ANNE-MARIE BRANET (née Bonnel) (épouse du général)

Sources : Travaux recherches généalogiques 2019 –Marie-Claire Thielan

Elle nait à Neuilly-sur-Seine en 1911 d’une famille de notables (médecins, chirurgiens, ingénieur), issus de Lyon, Grenoble, du Bas-Rhin. Elle eut parmi ses ancêtres, André Mathias Biver (1794-1878) qui fut fondateur du Royaume Belge en 1830-1831, représentant le Luxembourg durant les tractations. Il fut aussi membre du Congrès National Belge.

Décédée le 15 juillet 1984, à l’Hôpital du Val de Grâce à Paris 5è à l’âge de 73 ans.

Elle fit partie du Groupe « Rochambeau » - Division Leclerc.
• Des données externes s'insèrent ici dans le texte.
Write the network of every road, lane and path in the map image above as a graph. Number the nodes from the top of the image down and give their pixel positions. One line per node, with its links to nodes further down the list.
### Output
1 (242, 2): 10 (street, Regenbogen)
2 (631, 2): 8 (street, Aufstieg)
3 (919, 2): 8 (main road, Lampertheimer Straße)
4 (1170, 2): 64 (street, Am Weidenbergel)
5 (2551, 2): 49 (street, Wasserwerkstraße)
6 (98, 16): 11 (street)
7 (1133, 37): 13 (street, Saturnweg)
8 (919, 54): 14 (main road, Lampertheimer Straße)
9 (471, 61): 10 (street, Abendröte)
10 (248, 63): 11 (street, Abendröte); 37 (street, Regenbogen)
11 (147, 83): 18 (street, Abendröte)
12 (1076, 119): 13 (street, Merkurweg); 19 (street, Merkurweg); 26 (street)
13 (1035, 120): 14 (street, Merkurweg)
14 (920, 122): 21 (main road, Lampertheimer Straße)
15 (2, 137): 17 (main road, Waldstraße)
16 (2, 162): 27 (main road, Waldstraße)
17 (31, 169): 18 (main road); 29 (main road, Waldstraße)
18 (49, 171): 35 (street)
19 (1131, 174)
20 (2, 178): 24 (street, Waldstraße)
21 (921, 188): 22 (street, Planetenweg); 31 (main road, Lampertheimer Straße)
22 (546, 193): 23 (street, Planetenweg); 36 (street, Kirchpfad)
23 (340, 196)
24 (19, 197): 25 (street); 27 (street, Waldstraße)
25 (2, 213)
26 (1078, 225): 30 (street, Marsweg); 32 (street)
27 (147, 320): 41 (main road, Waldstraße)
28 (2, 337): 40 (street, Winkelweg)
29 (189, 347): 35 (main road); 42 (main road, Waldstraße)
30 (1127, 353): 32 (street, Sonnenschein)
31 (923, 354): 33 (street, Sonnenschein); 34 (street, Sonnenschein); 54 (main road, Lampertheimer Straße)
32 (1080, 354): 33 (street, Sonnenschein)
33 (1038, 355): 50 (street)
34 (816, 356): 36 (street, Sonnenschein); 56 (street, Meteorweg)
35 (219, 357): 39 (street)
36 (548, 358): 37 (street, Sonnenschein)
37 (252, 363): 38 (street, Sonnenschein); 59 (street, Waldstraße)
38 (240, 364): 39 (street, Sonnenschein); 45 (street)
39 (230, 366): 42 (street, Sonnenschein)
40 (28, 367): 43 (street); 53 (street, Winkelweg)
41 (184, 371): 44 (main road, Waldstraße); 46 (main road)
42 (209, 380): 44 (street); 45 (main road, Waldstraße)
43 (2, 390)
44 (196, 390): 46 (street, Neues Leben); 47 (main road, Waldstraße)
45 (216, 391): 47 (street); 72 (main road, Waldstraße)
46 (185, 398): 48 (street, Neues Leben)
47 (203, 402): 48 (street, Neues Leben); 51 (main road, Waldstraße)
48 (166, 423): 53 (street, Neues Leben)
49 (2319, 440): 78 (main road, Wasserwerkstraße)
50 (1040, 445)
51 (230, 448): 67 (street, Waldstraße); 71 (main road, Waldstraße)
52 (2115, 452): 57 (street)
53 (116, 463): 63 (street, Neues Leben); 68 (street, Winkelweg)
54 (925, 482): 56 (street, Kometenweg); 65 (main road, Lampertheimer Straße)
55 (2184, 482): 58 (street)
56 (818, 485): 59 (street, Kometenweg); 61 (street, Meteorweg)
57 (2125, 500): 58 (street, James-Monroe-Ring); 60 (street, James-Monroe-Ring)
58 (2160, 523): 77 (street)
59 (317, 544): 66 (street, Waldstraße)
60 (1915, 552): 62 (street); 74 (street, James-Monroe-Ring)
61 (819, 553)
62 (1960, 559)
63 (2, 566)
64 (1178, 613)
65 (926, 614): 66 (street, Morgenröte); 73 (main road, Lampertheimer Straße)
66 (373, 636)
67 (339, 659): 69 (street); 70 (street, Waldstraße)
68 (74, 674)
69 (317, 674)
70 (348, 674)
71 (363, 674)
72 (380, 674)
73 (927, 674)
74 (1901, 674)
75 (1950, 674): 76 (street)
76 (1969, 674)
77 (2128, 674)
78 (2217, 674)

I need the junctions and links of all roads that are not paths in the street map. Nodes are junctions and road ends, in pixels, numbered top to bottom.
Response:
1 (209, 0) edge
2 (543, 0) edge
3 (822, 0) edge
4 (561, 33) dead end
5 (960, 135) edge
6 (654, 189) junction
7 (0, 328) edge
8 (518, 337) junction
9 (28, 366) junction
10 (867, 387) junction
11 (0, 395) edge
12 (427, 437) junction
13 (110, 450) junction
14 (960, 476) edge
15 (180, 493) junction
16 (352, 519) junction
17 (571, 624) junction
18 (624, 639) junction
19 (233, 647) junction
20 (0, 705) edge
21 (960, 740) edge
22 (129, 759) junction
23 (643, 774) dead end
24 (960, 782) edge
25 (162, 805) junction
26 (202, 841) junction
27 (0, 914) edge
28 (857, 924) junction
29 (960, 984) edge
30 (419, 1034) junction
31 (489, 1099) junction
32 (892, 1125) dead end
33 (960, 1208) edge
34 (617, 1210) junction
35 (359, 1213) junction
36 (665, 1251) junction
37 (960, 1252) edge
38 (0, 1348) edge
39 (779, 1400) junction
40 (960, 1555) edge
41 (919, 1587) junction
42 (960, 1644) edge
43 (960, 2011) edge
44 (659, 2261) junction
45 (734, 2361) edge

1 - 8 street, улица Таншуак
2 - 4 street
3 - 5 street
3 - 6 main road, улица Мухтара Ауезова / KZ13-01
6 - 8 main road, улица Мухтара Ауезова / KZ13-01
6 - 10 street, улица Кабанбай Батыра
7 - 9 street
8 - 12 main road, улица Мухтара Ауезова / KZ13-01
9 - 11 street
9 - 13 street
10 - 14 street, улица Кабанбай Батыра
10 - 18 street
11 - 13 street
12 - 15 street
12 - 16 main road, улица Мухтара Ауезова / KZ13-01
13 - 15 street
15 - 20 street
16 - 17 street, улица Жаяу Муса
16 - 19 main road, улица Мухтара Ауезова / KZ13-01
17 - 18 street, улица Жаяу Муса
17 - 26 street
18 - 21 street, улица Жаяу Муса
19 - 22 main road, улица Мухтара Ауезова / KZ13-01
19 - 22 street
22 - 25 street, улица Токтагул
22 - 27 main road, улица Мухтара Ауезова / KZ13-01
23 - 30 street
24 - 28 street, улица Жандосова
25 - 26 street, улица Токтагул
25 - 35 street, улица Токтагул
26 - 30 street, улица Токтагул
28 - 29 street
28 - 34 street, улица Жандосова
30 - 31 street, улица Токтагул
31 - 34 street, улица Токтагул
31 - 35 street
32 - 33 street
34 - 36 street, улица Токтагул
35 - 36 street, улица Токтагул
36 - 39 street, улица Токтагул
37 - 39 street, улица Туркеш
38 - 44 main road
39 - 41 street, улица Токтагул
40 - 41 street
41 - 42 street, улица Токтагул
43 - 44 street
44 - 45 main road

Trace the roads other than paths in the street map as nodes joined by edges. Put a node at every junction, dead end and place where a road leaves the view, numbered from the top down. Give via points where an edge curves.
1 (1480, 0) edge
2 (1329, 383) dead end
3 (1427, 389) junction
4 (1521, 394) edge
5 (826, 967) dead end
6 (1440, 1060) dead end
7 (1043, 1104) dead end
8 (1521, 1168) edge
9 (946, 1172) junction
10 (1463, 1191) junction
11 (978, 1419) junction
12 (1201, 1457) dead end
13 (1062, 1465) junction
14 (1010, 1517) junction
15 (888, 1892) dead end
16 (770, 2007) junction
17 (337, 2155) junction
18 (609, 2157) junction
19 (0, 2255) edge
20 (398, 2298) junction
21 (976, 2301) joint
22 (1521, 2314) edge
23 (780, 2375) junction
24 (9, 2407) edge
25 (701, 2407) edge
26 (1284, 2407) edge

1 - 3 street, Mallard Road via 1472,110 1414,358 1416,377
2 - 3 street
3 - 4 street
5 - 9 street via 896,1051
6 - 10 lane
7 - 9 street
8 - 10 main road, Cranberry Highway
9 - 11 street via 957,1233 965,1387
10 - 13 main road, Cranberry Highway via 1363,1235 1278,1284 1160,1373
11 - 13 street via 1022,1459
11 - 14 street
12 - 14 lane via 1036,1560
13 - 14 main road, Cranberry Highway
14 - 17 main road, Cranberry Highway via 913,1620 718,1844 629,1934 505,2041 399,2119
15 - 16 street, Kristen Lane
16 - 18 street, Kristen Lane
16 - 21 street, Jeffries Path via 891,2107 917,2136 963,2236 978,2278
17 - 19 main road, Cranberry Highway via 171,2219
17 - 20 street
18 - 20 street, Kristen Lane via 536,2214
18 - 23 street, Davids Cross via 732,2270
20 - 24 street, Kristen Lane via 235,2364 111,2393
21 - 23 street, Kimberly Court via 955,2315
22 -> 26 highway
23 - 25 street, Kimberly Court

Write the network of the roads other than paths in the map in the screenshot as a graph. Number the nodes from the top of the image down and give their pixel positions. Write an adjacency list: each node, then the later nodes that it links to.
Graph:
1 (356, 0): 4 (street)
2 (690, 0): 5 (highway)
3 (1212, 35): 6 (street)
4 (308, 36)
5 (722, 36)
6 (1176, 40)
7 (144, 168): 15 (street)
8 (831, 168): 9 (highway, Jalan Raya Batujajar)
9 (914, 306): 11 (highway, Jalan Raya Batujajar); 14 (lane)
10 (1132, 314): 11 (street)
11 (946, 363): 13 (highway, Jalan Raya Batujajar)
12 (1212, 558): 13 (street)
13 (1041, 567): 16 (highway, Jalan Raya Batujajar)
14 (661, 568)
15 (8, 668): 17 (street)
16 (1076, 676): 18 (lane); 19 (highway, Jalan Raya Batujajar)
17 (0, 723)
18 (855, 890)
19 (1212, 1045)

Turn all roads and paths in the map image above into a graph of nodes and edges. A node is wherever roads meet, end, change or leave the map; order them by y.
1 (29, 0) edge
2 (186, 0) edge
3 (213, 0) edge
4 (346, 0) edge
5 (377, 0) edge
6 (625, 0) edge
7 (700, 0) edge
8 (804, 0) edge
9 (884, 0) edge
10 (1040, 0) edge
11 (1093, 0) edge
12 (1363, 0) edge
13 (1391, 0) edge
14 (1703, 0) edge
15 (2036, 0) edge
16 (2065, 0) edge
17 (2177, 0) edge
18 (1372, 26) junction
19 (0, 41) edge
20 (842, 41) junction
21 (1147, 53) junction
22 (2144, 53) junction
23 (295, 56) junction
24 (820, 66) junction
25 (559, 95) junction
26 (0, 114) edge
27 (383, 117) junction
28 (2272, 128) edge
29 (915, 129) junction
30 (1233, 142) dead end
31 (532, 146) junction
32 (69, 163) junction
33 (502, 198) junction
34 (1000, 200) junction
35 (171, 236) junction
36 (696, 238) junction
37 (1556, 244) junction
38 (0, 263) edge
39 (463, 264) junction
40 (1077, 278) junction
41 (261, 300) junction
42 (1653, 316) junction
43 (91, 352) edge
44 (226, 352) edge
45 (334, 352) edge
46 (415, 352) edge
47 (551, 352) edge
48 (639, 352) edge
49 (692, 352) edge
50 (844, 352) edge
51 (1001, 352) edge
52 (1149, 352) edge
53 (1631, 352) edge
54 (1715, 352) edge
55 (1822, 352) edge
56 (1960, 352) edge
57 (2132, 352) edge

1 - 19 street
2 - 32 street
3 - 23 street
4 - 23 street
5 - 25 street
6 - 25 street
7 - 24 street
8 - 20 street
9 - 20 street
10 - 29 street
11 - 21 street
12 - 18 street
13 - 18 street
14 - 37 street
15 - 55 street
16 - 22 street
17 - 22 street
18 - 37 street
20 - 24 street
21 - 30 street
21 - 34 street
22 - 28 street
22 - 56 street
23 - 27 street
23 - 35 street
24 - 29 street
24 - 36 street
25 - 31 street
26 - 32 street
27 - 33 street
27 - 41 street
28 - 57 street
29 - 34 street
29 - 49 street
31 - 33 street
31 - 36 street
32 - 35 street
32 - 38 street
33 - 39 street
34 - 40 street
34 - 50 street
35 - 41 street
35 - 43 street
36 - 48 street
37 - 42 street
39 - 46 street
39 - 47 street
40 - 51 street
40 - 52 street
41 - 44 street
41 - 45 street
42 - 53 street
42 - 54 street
Ainsi nommé, en hommage à Jean-Baptiste-Donatien de Vimeur, comte de Rochambeau qui avec La Fayette, aida à l’indépendance des Etats-Unis (1778).

En tous cas, cette dame fit partie de ces femmes volontaires, intrépides et entreprenantes, qui rejoindra Casablanca, au Maroc, un jour d’octobre 1943, pour s’enrôler dans les forces françaises en attente du Débarquement.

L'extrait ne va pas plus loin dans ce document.